The U.S. Environmental Protection Agency’s RCRA compliance sweep though Region 6 in the first half of 2015 captured a series of violators sharing the common problem of underreporting their hazardous waste volumes. Particularly noteworthy is the prevalence of companies working in the oilfield services industry, which as a whole may be unaccustomed to attention from EPA, especially on waste issues. Adding to the sting of federal enforcement is the seemingly relative ease with which the agency was able to prove up these costly hazardous waste violations.
Netting penalties ranging from just under $100,000 to just over $500,000, EPA’s enforcement team cited companies in March and May 2015 for violating one of the basic requirements under RCRA: accurate reporting of hazardous waste quantities. In each of the matters, the companies had reported generating less than 100 kilograms per month of hazardous waste. In reality, as determined by EPA, each had generated over 1,000 kilograms per month.

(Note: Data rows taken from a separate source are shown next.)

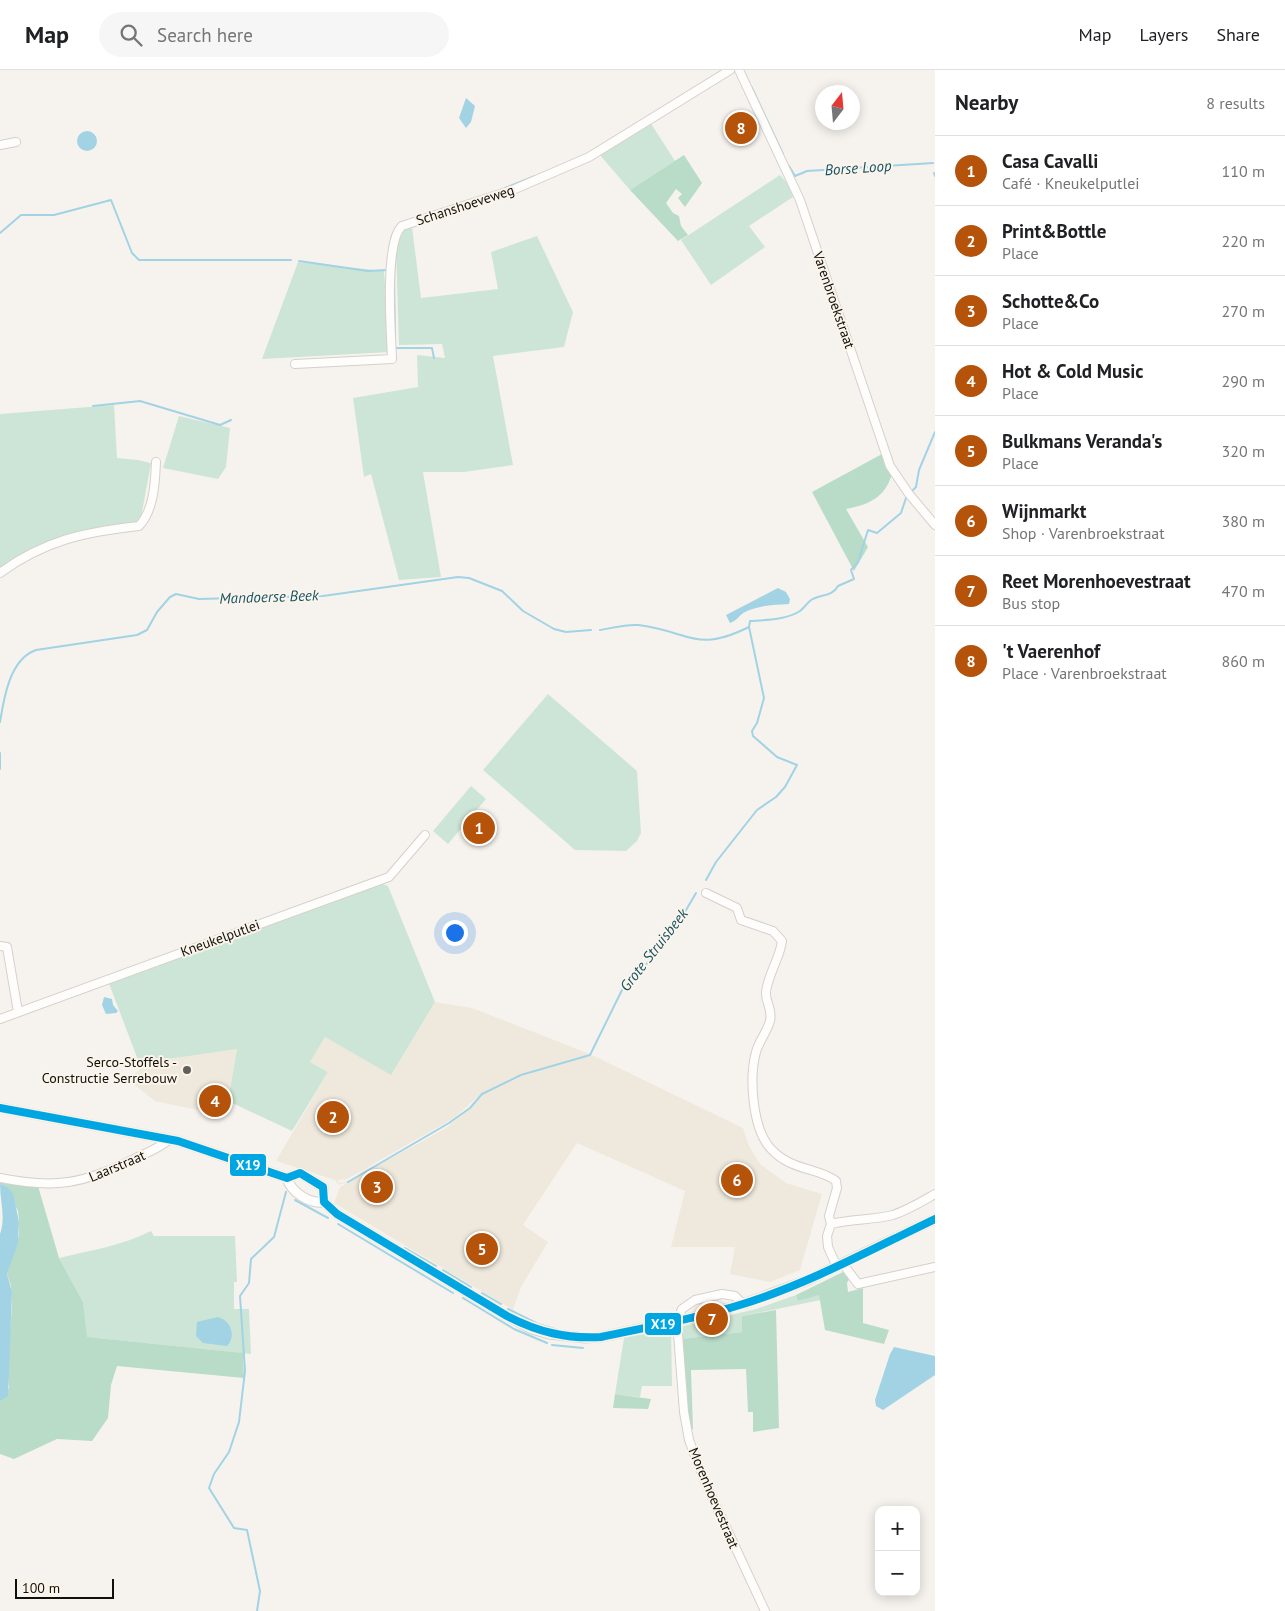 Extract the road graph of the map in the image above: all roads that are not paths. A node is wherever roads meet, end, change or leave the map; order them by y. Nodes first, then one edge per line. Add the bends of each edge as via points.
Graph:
1 (730, 70) edge
2 (739, 70) edge
3 (16, 142) dead end
4 (0, 145) edge
5 (295, 364) dead end
6 (156, 462) dead end
7 (935, 526) edge
8 (0, 573) edge
9 (425, 835) dead end
10 (706, 893) dead end
11 (0, 946) edge
12 (18, 1012) junction
13 (0, 1019) edge
14 (0, 1108) edge
15 (170, 1139) junction
16 (0, 1178) edge
17 (287, 1178) junction
18 (935, 1194) edge
19 (324, 1202) junction
20 (935, 1219) edge
21 (831, 1224) junction
22 (840, 1266) junction
23 (935, 1267) edge
24 (743, 1304) junction
25 (677, 1321) junction
26 (765, 1611) edge

1 - 5 street, Schanshoeveweg via 589,157 515,189 402,226 392,248 392,359
2 - 7 street, Varenbroekstraat via 800,200 890,466
3 - 4 street
6 - 8 street via 149,509 139,526 67,538 32,551
9 - 12 street, Kneukelputlei via 389,877
10 - 21 street via 737,908 741,920 773,931 782,941 766,993 772,1011 770,1023 756,1049 753,1063 757,1118 763,1138 771,1150 785,1161 836,1181 837,1188 828,1216
11 - 12 street via 7,947
12 - 13 street, Kneukelputlei
14 - 15 street
15 - 16 street, Laarstraat via 106,1173 90,1178 48,1185
15 - 17 street
17 - 19 street via 294,1191 316,1203
17 - 19 street via 300,1173 317,1182 323,1187
18 - 21 street via 891,1215
19 - 25 street via 337,1214 532,1329 563,1337 585,1338
20 - 22 street
21 - 22 street via 828,1247
22 - 23 street via 858,1284
22 - 24 street
24 - 25 street
24 - 25 street via 736,1296 722,1294 694,1300 682,1309
25 - 26 street, Morenhoevestraat via 689,1440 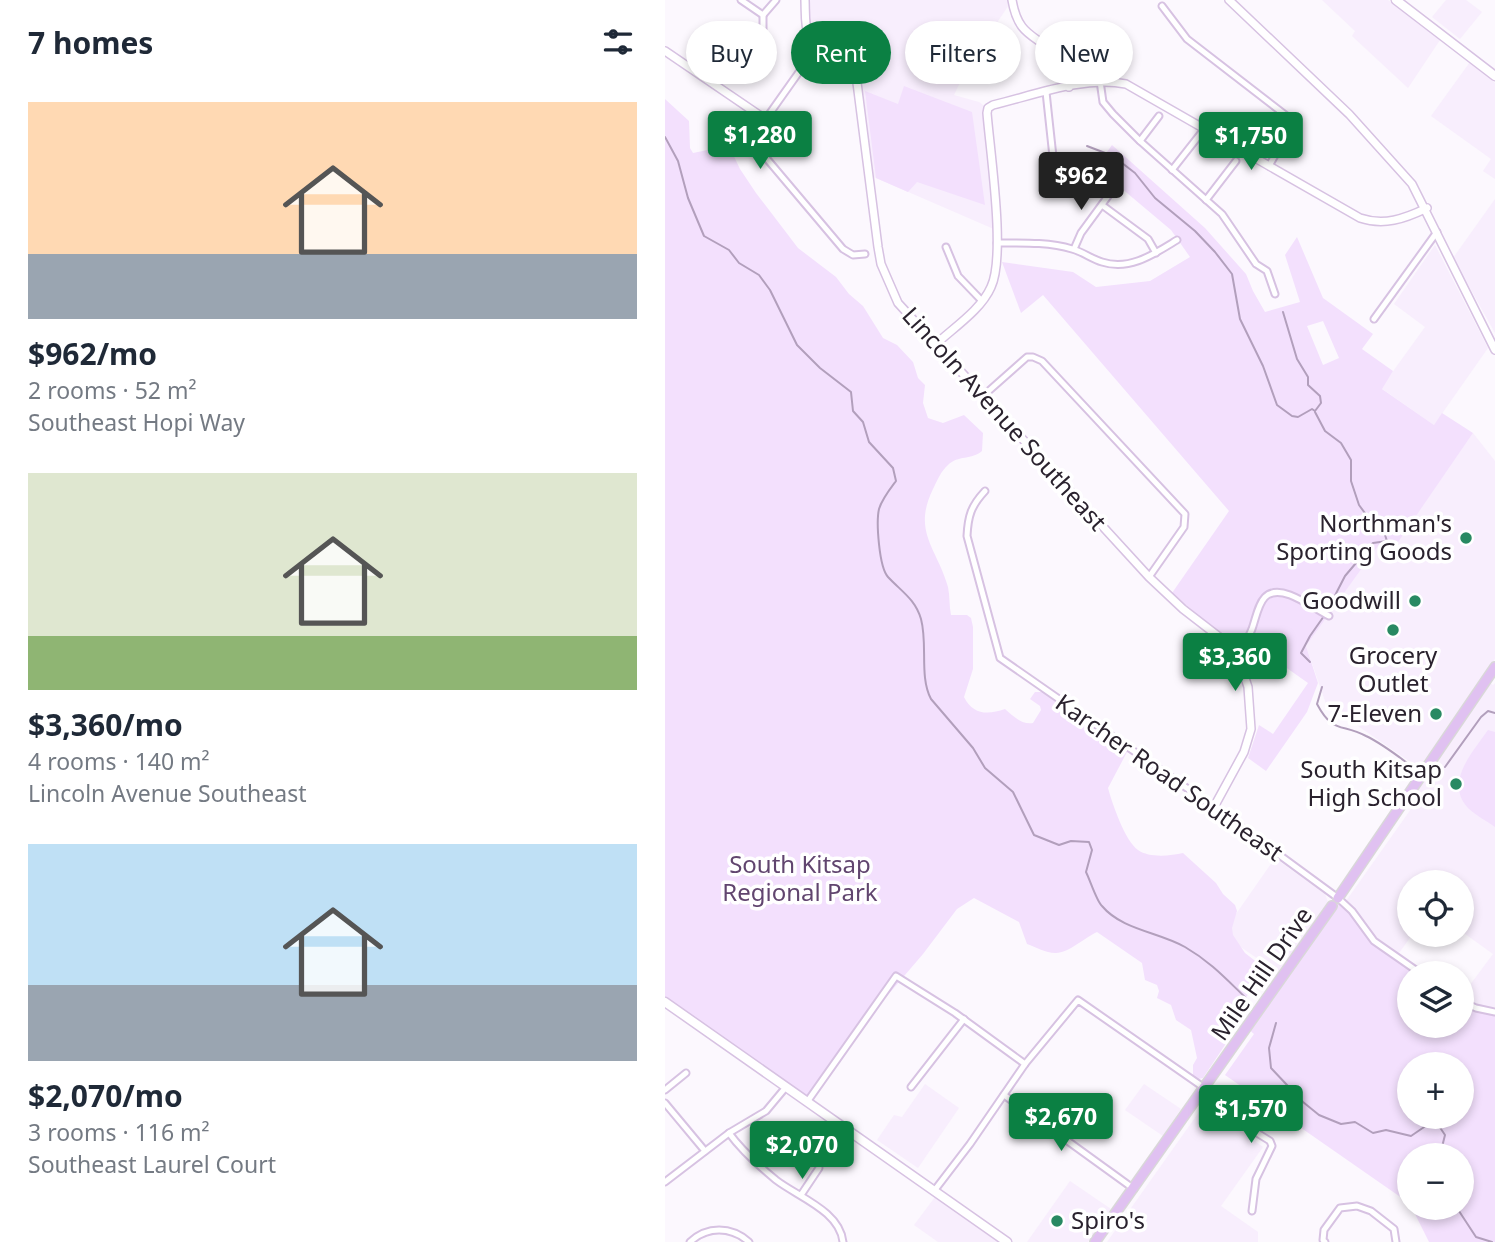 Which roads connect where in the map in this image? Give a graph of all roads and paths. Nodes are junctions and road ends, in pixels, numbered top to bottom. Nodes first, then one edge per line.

Companies that generate hazardous waste in very small volumes are able to operate under significantly less strict RCRA requirements as “Conditionally Exempt Small Quantity Generators,” or CESQGs. CESQGs are exempt from many of the core RCRA requirements, including time limits on accumulation, storage requirements, personnel training, contingency plan development and emergency procedures planning. CESQGs are also not required to manifest their waste shipments and are exempt from biennial reporting requirements – two significant components of the cradle-to-grave management system at the heart of the hazardous waste program. Without these documents, EPA - and its authorized state partners - could be severely hampered in their ability to oversee core technical protections and ensure the proper disposal of hazardous wastes.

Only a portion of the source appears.